Mercury binds to a form of selenium called selenocysteine. It is the regular cysteine molecule, but the sulfur element has been replaced by selenium. The affinity of mercury for that molecule is 10 to the 45th power. Unfortunately, that is actually a million-fold higher affinity than for the glutathione that would normally bind to that molecule. Mercury can bind so tightly to selenoproteins that a normal diet is not going to meet the body’s demands.
Glutathione protects the cells from oxidative-stress-induced apoptosis and glutathione levels are magnesium dependent. Glutathione is a very important detoxifying agent, enabling the body to get rid of undesirable toxins and pollutants. It forms a soluble compound with the toxin that can then be excreted through the urine or the gut. The liver and kidneys contain high levels of glutathione as they have the greatest exposure to toxins. The lungs are also rich in glutathione partly for the same reason. Many cancer-producing chemicals, heavy metals, drug metabolites etc. are disposed of in this way.
Glutathione (glū'tə-thī'ōn') is a polypeptide, C10H17N3O6S, of glycine, cysteine, and glutamic acid. Glutathione synthetase requires γ-glutamyl cysteine, glycine, ATP, and magnesium ions to form glutathione. In magnesium deficiency, the ss y-glutamyltranspeptidase is lowered. There is a direct relationship between cellular magnesium, GSH/GSSG ratios, and tissue glucose metabolism.
The data shows that magnesium-deficient people use more oxygen during physical activity—their heart rates increased by about 10 beats per minute. “When the volunteers were low in magnesium, they needed more energy and more oxygen to do low-level activities than when they were in adequate-magnesium status,” says physiologist Henry C. Lukaski.

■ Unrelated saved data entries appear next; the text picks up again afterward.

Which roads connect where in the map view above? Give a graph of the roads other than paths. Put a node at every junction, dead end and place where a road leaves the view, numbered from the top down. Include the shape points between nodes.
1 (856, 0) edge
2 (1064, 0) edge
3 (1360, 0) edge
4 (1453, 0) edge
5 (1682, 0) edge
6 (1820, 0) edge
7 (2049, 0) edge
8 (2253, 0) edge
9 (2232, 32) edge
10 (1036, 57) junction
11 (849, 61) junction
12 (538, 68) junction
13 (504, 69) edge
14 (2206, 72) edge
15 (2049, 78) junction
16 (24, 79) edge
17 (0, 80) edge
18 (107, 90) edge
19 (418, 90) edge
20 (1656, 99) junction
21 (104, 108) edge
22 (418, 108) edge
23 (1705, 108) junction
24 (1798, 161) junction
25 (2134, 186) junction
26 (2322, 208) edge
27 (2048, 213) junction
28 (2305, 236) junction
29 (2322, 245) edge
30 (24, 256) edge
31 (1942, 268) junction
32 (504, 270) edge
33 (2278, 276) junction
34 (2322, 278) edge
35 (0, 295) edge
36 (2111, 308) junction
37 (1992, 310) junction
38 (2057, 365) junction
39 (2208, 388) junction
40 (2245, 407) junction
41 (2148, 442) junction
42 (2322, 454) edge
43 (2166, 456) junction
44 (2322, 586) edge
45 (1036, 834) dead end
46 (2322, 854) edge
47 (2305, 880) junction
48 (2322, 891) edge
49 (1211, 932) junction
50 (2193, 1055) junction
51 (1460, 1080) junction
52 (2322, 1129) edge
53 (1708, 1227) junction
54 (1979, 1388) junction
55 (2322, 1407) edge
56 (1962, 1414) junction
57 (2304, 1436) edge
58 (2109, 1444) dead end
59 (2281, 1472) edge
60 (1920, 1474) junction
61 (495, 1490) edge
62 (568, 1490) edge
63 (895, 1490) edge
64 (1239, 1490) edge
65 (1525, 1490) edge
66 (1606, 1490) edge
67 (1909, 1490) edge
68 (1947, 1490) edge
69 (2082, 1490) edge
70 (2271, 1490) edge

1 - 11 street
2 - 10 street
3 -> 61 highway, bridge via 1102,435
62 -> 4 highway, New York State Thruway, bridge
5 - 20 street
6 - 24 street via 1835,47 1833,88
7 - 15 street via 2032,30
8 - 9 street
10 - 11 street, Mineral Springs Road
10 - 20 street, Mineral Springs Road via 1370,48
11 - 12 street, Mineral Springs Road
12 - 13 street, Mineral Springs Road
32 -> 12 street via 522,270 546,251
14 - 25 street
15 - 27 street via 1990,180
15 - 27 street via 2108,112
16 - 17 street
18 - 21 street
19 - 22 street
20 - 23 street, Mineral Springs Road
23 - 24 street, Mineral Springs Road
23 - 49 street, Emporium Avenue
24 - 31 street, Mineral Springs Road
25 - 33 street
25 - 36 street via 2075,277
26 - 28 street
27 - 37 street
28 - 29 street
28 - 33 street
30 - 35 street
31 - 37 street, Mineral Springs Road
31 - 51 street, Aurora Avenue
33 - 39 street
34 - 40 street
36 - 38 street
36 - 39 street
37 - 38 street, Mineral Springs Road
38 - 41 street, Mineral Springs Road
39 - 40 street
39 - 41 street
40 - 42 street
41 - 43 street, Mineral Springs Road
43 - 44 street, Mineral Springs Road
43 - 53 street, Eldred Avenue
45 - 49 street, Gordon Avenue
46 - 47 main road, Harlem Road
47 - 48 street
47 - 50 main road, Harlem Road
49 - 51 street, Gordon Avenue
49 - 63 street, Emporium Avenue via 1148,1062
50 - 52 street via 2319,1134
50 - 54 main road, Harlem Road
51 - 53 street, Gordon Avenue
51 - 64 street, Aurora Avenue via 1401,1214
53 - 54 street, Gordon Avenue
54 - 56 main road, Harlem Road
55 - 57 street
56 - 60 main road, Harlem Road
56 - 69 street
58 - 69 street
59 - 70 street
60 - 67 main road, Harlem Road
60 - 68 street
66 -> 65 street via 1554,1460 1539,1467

Magnesium enhances the binding of oxygen to haem proteins. There is probably some kind of magnesium pump where oxygen climbs aboard the red cells and magnesium jumps off only to have to jump right back on the red cells again. Red blood cells have a unique shape known as a biconcave disk, which is mission-critical for oxygen transport. Magnesium is important to red blood cell shape and function. The interaction of calcium, magnesium and ATP with membrane structural proteins exerts a significant role in the control of the shape of human red blood cells.
Abnormal magnesium-deprived red blood cells lack the flexibility that allows them to enter tiny capillaries. These nondiscocytes are characterized by a variety of irregularities, including surface bumps or ridges, a cup or basin shape, and altered margins instead of the round shape found in discocytes. When people become ill or physically stressed (more magnesium-deficient), a higher percentage of discocytes transform into the less flexible nondiscocytes.